A big thank you to John and Wendy from the Shropshire Barn Owl Group, for coming round to check on our owlets. All three are fit and healthy with good weights and this time all three are female. They were quite well-behaved: soporific due to the heat and it being the equivalent of the middle of night for them.
Freedom Day and the oldest owlet ventures out onto the nest box ledge for the very first time. 50 days old and still covered with fluff, it surveys the strange thing that is the world outside.
As high summer takes hold the pond and field show how much they have recovered from the muddy battlefield of last October. The meadow is lush and the water clear and once more full of life: dragonflies crisscross the surface and squadrons of young house martens noisily practice their divebombing skills. As the sun goes down pipistrelle bats appear silently in the evening above the ripples and plops of hungry roach. And then the barn owls appear.
Day 42 and the owlets are developing the typical barn owl heart-shaped face and they start to lose their fluff to reveal their new feathers.
Another week and we hope to have a visit from the Shropshire Barn Owl Group to check and ring the owlets: a great chance to see the three wobble-heads close up!
Now the three owlets are old enough (the oldest is 31 days old) the mother is roosting elsewhere during the day. We were able to turn on a third camera without disturbing them and this one gives a better view of the inside of the nest box.
So enjoy five minutes of the three fluffballs doing what they do during the day.
A perfect night for hunting and both the male and female took full advantage, delivering a total of fifteen juicy field voles and mice for the growing (and as you can hear, demanding) owlets.

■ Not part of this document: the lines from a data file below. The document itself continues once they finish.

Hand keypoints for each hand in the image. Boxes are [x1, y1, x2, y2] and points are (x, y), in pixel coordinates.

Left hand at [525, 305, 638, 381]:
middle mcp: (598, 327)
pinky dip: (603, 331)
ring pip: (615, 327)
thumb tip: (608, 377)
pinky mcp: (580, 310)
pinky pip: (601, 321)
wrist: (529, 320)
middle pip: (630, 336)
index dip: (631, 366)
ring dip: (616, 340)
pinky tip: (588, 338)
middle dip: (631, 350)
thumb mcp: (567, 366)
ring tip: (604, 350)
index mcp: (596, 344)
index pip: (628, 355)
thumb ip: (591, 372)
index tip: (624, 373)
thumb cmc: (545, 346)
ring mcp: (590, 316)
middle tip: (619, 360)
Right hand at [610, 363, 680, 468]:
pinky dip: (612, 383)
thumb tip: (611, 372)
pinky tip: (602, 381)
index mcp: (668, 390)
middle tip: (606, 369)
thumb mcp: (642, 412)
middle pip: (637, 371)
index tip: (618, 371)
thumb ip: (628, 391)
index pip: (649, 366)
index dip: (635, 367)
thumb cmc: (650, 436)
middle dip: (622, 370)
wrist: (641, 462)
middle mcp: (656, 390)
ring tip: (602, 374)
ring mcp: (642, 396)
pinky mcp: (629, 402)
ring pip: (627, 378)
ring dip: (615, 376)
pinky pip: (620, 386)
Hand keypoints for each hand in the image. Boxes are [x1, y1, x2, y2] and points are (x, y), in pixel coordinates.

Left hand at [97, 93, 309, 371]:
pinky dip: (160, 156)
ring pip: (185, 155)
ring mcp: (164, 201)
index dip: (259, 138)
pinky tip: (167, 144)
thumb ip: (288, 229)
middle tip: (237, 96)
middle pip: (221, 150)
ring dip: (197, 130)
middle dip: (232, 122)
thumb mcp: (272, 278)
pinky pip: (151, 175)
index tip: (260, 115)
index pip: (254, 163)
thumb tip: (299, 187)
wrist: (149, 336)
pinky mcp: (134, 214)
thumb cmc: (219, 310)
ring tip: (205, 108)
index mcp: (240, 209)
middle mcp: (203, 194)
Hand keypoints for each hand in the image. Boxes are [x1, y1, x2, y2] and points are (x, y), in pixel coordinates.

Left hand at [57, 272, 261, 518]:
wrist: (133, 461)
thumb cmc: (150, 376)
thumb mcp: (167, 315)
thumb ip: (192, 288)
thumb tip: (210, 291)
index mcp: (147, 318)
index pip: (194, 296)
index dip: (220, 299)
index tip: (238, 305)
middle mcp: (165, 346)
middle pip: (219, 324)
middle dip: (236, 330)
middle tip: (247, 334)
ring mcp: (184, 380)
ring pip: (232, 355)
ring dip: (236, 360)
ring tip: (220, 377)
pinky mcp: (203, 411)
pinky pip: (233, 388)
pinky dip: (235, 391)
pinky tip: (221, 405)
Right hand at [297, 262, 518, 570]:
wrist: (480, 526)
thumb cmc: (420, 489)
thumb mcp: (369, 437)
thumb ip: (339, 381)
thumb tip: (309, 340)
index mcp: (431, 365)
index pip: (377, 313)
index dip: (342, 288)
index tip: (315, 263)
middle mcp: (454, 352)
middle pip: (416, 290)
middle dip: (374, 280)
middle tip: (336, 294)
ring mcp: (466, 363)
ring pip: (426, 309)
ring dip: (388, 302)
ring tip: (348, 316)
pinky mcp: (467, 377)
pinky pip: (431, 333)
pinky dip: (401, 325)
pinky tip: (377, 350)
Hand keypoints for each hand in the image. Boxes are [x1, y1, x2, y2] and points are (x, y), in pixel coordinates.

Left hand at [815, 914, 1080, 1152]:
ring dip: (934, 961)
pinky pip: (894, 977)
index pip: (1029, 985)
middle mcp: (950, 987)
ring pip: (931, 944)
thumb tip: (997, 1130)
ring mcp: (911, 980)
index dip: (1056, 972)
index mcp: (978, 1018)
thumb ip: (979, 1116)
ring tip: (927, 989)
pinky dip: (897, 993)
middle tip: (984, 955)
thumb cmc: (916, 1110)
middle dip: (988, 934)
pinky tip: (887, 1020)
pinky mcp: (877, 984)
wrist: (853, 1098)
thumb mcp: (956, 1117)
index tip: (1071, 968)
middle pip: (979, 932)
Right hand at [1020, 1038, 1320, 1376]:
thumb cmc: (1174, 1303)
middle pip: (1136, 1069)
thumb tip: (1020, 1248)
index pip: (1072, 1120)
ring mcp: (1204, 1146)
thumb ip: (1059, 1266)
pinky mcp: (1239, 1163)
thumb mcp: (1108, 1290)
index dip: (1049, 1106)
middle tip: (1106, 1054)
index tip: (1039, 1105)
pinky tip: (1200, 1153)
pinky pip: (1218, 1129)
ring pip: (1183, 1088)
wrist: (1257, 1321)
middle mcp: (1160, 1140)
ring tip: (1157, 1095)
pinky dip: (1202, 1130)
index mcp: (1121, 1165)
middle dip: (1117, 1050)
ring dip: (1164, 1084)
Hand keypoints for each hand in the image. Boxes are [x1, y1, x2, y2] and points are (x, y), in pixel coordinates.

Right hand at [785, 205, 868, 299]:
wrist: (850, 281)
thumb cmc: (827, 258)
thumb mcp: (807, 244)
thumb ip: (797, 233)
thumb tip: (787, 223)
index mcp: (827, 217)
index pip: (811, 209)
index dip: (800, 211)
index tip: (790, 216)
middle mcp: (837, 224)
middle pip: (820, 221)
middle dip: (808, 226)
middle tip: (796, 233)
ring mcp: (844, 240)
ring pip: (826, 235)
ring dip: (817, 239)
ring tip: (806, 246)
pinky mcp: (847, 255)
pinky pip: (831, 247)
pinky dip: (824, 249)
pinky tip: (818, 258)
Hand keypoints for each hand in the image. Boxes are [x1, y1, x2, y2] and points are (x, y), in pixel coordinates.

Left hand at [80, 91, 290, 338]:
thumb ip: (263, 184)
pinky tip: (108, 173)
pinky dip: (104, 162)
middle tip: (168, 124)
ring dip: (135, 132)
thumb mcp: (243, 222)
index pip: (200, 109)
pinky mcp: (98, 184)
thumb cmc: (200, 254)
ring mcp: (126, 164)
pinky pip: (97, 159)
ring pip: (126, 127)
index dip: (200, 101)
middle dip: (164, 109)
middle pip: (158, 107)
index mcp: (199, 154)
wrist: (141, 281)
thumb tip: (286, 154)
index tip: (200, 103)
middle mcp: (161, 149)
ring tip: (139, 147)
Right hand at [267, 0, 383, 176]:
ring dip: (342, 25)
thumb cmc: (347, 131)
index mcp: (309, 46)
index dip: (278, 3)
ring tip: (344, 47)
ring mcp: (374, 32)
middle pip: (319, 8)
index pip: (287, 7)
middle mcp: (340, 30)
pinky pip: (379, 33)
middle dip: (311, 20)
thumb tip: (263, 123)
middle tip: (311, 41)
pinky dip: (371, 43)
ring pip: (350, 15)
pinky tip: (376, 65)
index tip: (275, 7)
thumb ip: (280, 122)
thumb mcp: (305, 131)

The adults is hunting earlier and earlier as the owlets getting bigger and hungrier. Here the female dashes back in with dinner, so quick you can hardly see the field vole she has caught.
The oldest hatched 25 days ago and the youngest a week later.
After a few days of poor hunting this morning there is evidence of abundance, with a spare field mouse on the floor, so the owlets have obviously fed well during the night. The fluffballs are getting bigger and there are signs of their first true feathers coming through.
The oldest hatched 25 days ago and the youngest a week later.
The mother brings back a field vole for the hungry owlets and within the blink of an eye it’s gone. Question: who won the prize?! You may have to watch the video more than once to spot it.
Answer: it’s the largest owlet who grabs it and rushes to the corner of the nest box to swallow it whole, and it’s vanished even before the mother leaves the nest.
Yesterday evening the male barn owl came out early to start hunting, silently to and fro across the field, passing within feet of us as we sat holding our breath at the edge of the field. Soon afterwards the female flew out from the nest box and for a few moments the pair appeared to serenade each other as they flew out over the long grass, before each headed off into the distance: different directions, same intention.
The hunting appeared to go well during the night, but today the smallest owlet died, probably from being trampled by its bigger bolder siblings rather than hunger.
The three older owlets appear well, but the drizzle tonight has delayed dinner.